B vitamins have been shown to directly affect neurotransmitters in the brain, such as serotonin, norepinephrine and dopamine. Evidence suggests that B-vitamins are important in the balance and metabolism of neuro-toxic chemicals that have been linked to anxiety and depression related conditions. B vitamins maintains the adrenal glands and get used up during the “fight or flight” response and when converting food into energy for the body.

Omega 3 Fatty Acids

Omega 3’s have a calming effect on the central nervous system and have been proven effective at reducing cortisol levels. Researchers in France investigated the effects of fish oil, which contains the omega 3 fatty acids EPA and DHA, on mental stress in men and found that fish oil significantly reduce cortisol levels after undergoing a mental stress test that measured blood levels of epinephrine and cortisol (among others).

Phosphatidylserine (PS)

PS is a cortisol blocker that drives nutrients into and remove toxins from your cells. It may be useful in preventing short-term memory loss, age-related dementia and Alzheimer’s disease.

Stress Reducing Lifestyle Choices

Change Your Stress Response 

The mind can exert a direct influence on the immune system. “The brain has the capacity to modulate peripheral physiology,” says Dr. Richard J. Davidson, director of the University of Wisconsin’s Laboratory for Affective Neuroscience, “and it modulates it in ways that may be consequential for health.” Research has shown that humans can “think” themselves in or out of stress and therefore, their state of health.

Examine circumstances in your daily life that elevate heart rate, blood pressure and tension and try to be conscious that these physical responses are unnecessary to alleviate the circumstance at hand.
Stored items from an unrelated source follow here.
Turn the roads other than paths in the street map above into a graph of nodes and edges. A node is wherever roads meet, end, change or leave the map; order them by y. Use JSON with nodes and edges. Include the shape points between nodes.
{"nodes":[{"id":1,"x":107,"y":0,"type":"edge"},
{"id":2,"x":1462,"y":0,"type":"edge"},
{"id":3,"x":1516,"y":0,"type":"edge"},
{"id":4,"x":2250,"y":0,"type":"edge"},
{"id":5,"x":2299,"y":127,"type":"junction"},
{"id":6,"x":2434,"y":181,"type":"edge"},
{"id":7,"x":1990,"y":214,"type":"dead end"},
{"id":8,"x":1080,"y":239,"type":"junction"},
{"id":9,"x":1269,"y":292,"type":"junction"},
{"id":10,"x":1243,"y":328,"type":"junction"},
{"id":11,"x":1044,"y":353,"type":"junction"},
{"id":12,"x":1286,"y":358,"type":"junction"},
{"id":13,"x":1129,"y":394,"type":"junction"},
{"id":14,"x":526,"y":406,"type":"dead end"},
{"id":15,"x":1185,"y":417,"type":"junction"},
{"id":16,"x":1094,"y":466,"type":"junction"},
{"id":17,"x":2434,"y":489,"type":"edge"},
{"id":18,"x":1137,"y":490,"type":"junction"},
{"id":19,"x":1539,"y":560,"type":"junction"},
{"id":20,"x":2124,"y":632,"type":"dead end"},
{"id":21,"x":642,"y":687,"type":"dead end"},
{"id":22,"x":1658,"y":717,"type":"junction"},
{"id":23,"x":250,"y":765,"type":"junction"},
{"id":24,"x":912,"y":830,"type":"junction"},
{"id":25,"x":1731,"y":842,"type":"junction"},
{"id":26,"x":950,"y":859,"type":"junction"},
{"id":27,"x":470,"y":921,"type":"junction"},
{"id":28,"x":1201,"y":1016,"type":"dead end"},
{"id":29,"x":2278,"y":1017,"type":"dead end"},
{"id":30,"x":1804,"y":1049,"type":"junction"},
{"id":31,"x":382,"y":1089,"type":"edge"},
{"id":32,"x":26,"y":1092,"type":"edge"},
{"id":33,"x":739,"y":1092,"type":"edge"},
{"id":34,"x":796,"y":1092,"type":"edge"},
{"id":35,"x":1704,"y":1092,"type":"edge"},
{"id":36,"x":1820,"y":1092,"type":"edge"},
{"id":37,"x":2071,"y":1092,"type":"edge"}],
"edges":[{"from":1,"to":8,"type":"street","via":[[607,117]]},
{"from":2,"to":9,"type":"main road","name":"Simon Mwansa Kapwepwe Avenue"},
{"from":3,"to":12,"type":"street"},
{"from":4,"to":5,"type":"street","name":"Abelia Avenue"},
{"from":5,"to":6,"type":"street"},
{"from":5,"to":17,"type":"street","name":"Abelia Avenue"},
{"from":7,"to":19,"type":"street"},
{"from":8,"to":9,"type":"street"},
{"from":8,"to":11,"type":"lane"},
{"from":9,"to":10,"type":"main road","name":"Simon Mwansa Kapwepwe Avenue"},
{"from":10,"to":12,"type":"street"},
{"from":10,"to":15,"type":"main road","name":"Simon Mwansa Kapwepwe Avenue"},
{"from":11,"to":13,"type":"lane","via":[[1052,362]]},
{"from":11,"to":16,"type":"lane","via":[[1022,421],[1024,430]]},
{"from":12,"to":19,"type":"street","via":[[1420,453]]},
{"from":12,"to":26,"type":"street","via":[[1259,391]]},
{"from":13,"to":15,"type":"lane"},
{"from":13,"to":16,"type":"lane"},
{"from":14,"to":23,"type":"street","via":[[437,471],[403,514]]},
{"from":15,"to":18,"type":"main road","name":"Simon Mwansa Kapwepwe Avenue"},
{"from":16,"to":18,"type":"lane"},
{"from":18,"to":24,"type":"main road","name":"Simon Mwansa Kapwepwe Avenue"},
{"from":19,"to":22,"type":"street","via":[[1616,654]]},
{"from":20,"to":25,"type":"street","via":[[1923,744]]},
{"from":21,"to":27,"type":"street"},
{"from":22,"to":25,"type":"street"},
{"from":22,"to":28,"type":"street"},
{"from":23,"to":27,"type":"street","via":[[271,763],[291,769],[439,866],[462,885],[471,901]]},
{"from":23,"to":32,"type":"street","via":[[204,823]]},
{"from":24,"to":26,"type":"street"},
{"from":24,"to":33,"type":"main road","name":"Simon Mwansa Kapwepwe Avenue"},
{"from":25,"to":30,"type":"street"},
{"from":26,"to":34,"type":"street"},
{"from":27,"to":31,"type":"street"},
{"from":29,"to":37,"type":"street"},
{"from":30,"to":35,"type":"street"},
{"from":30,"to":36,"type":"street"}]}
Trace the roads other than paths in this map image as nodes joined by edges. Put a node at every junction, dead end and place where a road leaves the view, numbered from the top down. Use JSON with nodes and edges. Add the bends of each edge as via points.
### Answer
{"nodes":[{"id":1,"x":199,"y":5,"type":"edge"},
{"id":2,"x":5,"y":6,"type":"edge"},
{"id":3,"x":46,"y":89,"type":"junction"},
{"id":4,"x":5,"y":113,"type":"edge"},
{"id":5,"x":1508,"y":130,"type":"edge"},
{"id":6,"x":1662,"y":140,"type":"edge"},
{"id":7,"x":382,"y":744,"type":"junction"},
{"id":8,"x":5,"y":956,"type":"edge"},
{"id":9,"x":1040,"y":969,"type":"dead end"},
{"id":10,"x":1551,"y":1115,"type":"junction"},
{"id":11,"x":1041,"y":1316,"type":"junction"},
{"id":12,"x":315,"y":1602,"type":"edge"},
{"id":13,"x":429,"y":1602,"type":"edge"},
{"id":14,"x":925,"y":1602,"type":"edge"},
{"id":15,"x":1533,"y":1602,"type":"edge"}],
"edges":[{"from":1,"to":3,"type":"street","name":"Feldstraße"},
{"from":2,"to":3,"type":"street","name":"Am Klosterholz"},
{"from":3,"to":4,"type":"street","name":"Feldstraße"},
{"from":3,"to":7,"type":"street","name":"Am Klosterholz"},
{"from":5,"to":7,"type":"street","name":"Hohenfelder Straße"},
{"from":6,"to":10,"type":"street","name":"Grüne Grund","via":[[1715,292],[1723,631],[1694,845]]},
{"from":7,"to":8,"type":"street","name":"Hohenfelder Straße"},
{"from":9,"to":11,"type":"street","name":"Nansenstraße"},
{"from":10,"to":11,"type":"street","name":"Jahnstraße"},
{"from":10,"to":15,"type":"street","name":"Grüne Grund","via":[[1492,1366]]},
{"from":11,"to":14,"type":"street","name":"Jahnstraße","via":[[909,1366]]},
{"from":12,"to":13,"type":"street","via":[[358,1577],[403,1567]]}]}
Practice patience, deep breathing, and an outlook of acceptance and surrender. Relinquish the need to control other people and circumstances. View adversity as an opportunity for learning and growth. Books such as Stillness Speaks and the Power of Now by Eckhart Tolle discuss new methods of thinking that can de-clutter the mind and encourage stillness, peace and what he calls “the joy of Being.”

Change Your Outlook

Try allocating 10 minutes each day to either think, discuss, or write down the things and people in your life you are grateful for. Give compliments. Radiate positivity in order to attract positive and supportive people in your life.

Seek Emotional Support

Emotional pain can induce chronic daily stress – the most damaging form. Do not repress or bury emotions, unresolved emotions can resurface as nightmare or manifest into physical illness. Talk therapy with a counselor or psychotherapist, as well as maintaining close personal relationships is important. End stressful relationships and don’t engage in gossip or other negative conversations.

Get Outside

Recently, the antidepressant effect of high-density negative air ions has been observed in patients with chronic depression. Patients can promote their exposure by spending more time where negative air ions are found naturally – in humid, vegetated environments and at the seashore. Negative air ions are lower in urban environments and heated or air conditioned interiors. Studies have reported that access to green space within a mile of one’s residence is associated with improved mental health. Large population studies show that those with the least green space within one mile of home have a 25% greater risk of depression and a 30% higher risk of an anxiety disorder.

Get Organized

Manage time by carefully scheduling each task, chore, meeting, and appointment. De-clutter your office and home environment. Do not procrastinate!

Schedule Time For Relaxation

Incorporate activities such as meditation, massage, and yoga into your daily routine to encourage a regular pattern of de-cluttering the mind. If you have problems keeping commitments to leisure activities, it may take formally scheduling them into your workday, signing up with a friend, or paying for classes in advance.

Reduce your Morning Commute

Studies show higher cortisol levels in people with longer morning commutes. Using public transportation instead of driving can reduce stress induced by traffic jams. Other habits that may help make your commute more fun include carpooling, music, and choosing a slightly longer but less congested route.